EXERCISE BRIEF => Of the entries below, restate word for word only the section that runs from the line with "index dip: (288, 179)" to the line with "wrist: (936, 1062)", counting both ends.

(Human keypoint data)
____________
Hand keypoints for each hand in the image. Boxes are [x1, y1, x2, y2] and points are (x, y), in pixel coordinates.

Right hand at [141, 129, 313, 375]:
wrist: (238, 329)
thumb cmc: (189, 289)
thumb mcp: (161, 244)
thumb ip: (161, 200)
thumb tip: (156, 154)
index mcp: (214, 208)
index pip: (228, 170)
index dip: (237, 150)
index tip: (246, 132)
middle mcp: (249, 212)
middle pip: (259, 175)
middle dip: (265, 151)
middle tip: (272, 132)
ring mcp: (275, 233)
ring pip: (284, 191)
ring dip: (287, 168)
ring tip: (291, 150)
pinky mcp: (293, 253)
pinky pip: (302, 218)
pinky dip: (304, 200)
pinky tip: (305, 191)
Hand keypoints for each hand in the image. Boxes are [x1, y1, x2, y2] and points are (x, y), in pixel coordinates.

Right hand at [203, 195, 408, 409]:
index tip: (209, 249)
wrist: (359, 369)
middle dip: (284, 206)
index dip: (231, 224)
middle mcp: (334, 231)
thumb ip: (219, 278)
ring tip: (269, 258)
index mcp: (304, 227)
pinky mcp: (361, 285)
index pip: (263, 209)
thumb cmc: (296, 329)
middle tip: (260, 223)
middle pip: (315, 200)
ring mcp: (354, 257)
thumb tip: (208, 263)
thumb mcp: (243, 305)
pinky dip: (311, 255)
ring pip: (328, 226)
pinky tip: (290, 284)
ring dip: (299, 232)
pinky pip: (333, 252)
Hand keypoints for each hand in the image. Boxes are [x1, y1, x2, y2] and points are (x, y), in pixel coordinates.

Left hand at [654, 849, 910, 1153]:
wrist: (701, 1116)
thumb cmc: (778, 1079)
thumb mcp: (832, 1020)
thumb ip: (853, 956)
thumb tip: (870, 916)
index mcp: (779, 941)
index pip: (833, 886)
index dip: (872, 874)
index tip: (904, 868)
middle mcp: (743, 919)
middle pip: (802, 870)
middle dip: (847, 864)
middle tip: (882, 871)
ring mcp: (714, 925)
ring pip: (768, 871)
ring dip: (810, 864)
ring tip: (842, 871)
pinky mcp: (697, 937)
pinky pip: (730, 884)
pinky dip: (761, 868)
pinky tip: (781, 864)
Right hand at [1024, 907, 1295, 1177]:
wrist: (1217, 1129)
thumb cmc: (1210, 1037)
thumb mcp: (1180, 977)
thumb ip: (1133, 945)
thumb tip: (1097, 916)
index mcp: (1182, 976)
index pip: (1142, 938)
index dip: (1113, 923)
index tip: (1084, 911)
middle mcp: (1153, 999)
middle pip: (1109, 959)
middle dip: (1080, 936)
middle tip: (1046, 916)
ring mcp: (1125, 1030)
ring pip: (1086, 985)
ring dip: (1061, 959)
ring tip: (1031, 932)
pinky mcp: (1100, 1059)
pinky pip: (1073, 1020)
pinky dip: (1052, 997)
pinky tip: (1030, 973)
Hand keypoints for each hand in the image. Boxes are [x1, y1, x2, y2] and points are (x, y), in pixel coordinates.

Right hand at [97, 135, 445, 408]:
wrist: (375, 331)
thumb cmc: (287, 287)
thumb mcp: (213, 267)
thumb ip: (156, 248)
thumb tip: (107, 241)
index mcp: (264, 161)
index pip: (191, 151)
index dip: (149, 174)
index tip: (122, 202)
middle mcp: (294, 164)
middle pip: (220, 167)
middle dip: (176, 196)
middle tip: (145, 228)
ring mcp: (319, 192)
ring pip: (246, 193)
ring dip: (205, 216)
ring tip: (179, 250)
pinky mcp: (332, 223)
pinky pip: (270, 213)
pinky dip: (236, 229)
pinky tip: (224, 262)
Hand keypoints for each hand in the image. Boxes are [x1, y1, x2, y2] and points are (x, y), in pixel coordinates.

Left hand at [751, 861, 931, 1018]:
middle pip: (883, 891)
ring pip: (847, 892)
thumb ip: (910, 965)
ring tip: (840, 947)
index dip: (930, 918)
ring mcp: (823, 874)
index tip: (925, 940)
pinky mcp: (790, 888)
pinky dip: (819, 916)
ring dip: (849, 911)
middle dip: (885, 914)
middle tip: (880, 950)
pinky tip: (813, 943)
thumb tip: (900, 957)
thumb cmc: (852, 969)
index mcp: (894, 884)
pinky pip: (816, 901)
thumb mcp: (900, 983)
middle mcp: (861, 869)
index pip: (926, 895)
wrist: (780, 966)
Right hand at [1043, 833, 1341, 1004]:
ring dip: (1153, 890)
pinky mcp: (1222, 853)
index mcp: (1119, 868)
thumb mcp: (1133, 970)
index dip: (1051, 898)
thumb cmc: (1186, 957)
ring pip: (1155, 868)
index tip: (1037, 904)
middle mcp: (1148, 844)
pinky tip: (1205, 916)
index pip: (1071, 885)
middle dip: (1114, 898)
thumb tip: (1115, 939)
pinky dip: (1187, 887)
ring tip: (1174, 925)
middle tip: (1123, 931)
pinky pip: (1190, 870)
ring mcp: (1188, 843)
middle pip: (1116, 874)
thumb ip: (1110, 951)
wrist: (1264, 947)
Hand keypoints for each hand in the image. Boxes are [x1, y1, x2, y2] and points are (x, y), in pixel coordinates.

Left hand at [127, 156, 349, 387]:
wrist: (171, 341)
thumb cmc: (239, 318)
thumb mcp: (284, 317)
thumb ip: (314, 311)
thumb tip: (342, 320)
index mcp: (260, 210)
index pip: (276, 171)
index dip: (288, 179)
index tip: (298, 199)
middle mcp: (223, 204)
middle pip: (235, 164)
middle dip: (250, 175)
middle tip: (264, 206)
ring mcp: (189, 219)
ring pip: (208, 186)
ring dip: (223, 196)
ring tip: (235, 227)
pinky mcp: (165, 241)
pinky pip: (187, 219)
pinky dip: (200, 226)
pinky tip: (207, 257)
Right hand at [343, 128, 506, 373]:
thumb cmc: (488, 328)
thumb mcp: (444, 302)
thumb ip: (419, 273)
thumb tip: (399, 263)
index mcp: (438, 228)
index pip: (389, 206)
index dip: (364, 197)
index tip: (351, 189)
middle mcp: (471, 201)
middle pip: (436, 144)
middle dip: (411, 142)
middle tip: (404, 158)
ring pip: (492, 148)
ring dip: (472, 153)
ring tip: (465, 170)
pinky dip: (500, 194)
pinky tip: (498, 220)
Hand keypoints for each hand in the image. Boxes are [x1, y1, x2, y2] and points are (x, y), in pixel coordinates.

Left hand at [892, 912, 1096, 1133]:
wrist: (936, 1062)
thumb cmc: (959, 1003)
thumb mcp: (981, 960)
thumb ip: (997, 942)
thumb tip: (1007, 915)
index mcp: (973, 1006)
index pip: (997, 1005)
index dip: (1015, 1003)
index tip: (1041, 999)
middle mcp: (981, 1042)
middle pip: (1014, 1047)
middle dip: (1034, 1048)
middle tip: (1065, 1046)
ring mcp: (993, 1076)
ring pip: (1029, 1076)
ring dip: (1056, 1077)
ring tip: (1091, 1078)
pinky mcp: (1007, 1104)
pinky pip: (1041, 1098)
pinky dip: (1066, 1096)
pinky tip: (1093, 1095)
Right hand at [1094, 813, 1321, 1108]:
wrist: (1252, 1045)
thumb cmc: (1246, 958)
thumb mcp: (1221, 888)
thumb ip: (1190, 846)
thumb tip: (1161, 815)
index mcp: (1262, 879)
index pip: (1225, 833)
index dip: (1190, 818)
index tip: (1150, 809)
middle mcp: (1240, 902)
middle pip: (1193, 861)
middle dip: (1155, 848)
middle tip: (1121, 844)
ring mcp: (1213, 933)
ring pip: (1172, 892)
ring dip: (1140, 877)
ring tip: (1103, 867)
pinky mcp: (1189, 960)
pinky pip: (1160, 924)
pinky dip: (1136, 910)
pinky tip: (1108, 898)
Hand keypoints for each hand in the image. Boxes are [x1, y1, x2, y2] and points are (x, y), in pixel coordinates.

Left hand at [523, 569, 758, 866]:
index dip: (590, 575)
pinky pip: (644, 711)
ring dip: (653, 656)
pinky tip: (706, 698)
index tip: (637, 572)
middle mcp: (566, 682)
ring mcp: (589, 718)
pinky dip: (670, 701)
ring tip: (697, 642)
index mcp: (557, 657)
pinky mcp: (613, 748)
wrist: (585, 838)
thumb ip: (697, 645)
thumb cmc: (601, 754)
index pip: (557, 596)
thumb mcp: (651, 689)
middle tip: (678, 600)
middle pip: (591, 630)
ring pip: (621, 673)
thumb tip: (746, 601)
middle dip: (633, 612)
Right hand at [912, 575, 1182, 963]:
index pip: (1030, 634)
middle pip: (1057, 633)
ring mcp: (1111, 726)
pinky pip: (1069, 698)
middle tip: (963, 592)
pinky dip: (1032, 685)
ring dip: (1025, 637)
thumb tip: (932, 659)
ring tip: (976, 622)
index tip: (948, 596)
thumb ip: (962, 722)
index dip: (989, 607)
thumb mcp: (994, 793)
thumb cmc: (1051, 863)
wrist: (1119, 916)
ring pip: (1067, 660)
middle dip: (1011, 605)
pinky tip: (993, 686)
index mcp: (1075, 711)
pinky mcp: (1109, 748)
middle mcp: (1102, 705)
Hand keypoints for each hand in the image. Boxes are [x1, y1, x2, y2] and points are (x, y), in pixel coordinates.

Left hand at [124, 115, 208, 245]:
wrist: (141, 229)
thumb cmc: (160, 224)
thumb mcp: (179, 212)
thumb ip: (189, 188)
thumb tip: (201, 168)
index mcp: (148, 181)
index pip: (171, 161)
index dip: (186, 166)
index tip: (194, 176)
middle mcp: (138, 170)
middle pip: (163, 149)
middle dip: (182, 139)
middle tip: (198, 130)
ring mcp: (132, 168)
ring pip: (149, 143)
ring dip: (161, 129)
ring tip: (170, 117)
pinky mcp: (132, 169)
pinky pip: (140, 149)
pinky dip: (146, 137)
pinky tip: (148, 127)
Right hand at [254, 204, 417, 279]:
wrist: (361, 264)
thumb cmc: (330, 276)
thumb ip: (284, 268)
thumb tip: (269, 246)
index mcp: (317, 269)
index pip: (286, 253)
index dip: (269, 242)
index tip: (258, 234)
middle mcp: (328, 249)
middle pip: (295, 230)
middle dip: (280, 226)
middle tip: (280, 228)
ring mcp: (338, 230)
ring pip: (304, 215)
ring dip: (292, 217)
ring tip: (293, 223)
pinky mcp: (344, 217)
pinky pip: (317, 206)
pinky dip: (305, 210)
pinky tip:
____________
ANSWER FOR THIS EXERCISE =>
index dip: (288, 179)
index tip: (298, 199)
middle mcp: (223, 204)
middle pip: (235, 164)
middle dip: (250, 175)
middle tip: (264, 206)
ring mcp: (189, 219)
ring pip: (208, 186)
ring dip: (223, 196)
ring tip: (235, 227)
pinky mcp: (165, 241)
pinky pip: (187, 219)
pinky dip: (200, 226)
pinky tip: (207, 257)
Right hand at [343, 128, 506, 373]:
thumb cmc: (488, 328)
thumb mcp: (444, 302)
thumb ip: (419, 273)
thumb tip: (399, 263)
index mcp: (438, 228)
index pip: (389, 206)
index dip: (364, 197)
index tip: (351, 189)
middle mcp: (471, 201)
middle pip: (436, 144)
middle dip: (411, 142)
middle tip: (404, 158)
ring pip: (492, 148)
ring dip: (472, 153)
ring tip: (465, 170)
pinky dip: (500, 194)
pinky tip: (498, 220)
Hand keypoints for each hand in the image. Boxes are [x1, y1, x2, y2] and points are (x, y), in pixel coordinates.

Left hand at [892, 912, 1096, 1133]:
wrist: (936, 1062)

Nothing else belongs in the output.